TASK DESCRIPTION — The data below is to be set down exactly.

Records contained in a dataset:
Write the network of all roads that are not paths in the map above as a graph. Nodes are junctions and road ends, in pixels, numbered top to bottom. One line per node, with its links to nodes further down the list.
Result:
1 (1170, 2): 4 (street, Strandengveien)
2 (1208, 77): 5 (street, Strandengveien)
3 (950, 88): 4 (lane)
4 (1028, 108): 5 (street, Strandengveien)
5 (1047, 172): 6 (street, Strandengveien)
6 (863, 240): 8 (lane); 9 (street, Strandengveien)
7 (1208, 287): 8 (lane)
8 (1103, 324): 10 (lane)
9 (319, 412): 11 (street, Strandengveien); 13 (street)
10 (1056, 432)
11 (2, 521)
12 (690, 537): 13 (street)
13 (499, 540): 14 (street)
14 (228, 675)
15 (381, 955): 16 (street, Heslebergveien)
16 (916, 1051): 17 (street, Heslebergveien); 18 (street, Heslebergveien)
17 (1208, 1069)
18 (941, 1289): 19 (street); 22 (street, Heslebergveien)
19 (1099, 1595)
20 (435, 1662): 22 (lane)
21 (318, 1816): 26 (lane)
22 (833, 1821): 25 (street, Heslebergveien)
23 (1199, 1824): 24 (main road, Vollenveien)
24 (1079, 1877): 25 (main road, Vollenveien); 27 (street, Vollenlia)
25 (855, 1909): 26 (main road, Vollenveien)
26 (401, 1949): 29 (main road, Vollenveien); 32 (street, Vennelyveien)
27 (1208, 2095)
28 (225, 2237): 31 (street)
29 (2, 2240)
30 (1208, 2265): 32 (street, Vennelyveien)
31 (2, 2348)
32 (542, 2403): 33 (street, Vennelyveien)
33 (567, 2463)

PROBLEM SOLUTION —
Write the network of all roads that are not paths in the map above as a graph. Nodes are junctions and road ends, in pixels, numbered top to bottom. One line per node, with its links to nodes further down the list.
Result:
1 (1170, 2): 4 (street, Strandengveien)
2 (1208, 77): 5 (street, Strandengveien)
3 (950, 88): 4 (lane)
4 (1028, 108): 5 (street, Strandengveien)
5 (1047, 172): 6 (street, Strandengveien)
6 (863, 240): 8 (lane); 9 (street, Strandengveien)
7 (1208, 287): 8 (lane)
8 (1103, 324): 10 (lane)
9 (319, 412): 11 (street, Strandengveien); 13 (street)
10 (1056, 432)
11 (2, 521)
12 (690, 537): 13 (street)
13 (499, 540): 14 (street)
14 (228, 675)
15 (381, 955): 16 (street, Heslebergveien)
16 (916, 1051): 17 (street, Heslebergveien); 18 (street, Heslebergveien)
17 (1208, 1069)
18 (941, 1289): 19 (street); 22 (street, Heslebergveien)
19 (1099, 1595)
20 (435, 1662): 22 (lane)
21 (318, 1816): 26 (lane)
22 (833, 1821): 25 (street, Heslebergveien)
23 (1199, 1824): 24 (main road, Vollenveien)
24 (1079, 1877): 25 (main road, Vollenveien); 27 (street, Vollenlia)
25 (855, 1909): 26 (main road, Vollenveien)
26 (401, 1949): 29 (main road, Vollenveien); 32 (street, Vennelyveien)
27 (1208, 2095)
28 (225, 2237): 31 (street)
29 (2, 2240)
30 (1208, 2265): 32 (street, Vennelyveien)
31 (2, 2348)
32 (542, 2403): 33 (street, Vennelyveien)
33 (567, 2463)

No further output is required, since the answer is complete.